作者は、29歳でくも膜下出血を発症した経験を描いた『くも漫。』(リイド社)で知られる漫画家・中川学さん。コロナ禍での過酷な自宅療養を機に「独りで老いる恐怖」を痛感し、マッチングアプリや街コンの世界へ飛び込みました。「48歳・年収200万円」という、婚活市場では決して有利とは言えないスペックで、中川さんはどう戦ったのか。
今回は、マッチングアプリでの現実や、身だしなみへの工夫、そして女性との関係を深めるための「開き直り力」について、中川さんに話を聞きました。
※本記事は全3回のうちの2本目です






「本当に出会える?」最初は半信半疑だった
――婚活をしていて、現実の厳しさを感じた瞬間はありましたか。中川学さん(以下、中川):比較対象がいないので断言はできませんが、マッチングアプリではなかなか「いいね」はもらえなかったですね。女性の人気会員だと数百件、数千件の「いいね」がつくこともあるそうですが、僕の場合は2年以上使って合計30件届かないくらい。これが現実なんだな、と。
――その数字だけ聞くと心が折れそうですが、手応えを感じた部分は?
中川:「いいね」自体は少ないですが、そのうち約半数の方とはメッセージのやり取りまで進めました。そこから実際に会えたのは10人ほど。自分としては「意外と会えるもんだな」というのが正直な感想です。
初めてマッチングアプリを使ったので、「実際に会える人数はすごく少ないんじゃないか」と半信半疑だったんです。あと、ごくたまに女性から「かっこいいですね」と言ってもらえることがありました。今もその言葉を心の糧にして生きています。
目指したのは「坂本龍一」
――女性と会う時に身だしなみで気をつけていたことはありますか?中川:服装はあえて「1パターン」に固定しました。ユニクロの白いオックスフォードシャツに、黒のワイドパンツ。この組み合わせなら清潔感が出る気がして、同じものを何着か揃えて着回していました。
あと、靴はいつも同じショートブーツを履いているんですが、女性に会う前はなるべく汚れを拭いていました。婚活するようになってから、2か月に1回くらいは床屋にも行くようになったと思います。
――そのスタイルには、どうやって行き着いたのでしょうか。
中川:婚活を始める少し前に、「坂本龍一になりたい」と思ったんです。それを目指して、この髪型にするようになりました。丸ぶちのメガネも購入しました。
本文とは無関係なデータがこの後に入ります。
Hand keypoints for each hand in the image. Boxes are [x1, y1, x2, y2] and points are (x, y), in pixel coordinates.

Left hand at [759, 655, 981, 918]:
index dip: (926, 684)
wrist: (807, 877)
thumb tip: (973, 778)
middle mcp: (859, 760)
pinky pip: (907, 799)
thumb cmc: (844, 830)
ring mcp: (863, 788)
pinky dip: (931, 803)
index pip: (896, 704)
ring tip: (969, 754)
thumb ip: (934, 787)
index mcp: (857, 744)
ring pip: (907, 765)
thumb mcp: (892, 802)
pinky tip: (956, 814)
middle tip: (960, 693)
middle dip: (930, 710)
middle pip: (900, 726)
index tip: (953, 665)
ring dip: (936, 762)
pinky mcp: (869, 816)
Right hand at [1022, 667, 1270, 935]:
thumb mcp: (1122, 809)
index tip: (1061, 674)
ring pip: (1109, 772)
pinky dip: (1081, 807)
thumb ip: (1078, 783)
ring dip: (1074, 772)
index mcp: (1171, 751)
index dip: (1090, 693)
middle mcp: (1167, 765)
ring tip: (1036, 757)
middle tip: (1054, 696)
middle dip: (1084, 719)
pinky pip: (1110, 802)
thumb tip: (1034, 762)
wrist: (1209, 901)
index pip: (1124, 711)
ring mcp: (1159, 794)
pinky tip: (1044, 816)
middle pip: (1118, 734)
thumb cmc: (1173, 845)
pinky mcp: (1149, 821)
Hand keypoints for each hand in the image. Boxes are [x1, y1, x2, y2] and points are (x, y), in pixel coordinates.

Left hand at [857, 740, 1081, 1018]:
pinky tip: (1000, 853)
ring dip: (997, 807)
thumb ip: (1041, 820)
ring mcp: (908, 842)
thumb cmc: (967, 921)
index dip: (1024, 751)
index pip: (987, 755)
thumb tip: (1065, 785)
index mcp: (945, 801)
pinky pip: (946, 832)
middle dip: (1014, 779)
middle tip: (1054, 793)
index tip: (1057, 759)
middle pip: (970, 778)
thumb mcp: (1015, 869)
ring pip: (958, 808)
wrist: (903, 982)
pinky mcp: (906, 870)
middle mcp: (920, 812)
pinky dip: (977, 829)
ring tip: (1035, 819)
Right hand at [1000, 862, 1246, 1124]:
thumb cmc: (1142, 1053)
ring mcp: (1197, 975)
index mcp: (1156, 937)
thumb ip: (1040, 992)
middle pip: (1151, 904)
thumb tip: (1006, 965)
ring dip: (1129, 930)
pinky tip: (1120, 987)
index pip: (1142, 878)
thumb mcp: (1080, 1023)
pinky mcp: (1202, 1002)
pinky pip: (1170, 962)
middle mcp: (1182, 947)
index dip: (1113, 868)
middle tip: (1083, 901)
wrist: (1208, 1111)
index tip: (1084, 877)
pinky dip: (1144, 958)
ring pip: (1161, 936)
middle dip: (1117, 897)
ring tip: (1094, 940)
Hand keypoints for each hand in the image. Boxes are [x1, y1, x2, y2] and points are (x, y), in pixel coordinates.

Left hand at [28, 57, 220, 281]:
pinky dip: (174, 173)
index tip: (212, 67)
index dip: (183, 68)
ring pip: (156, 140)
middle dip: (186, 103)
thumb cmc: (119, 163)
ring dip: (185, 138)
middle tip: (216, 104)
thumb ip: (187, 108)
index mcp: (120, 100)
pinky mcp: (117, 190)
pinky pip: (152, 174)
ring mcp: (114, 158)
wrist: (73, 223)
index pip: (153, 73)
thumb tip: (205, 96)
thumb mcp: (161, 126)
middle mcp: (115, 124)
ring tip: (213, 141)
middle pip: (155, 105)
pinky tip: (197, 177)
――周りの方から、坂本龍一さんに似ていると言われたことがあるのですか?
中川:全然言われてないです、「坂本龍一さんの雰囲気がかっこいいな」と思って、自分で勝手に寄せにいこうとしているだけです。僕は毛量はけっこう多いし、白髪になりやすいタイプなので、「あ、これは坂本龍一だ」と(笑)。自分で目標を決めたら、服装とか髪型とか決めやすいんじゃないでしょうか。
ただ、記事などの写真を見た読者からは「歯が汚い」「髭が不潔」と手厳しい指摘をいただくことも多いです。自分でも自覚はあるので、これからはそこを改善していきたいですね。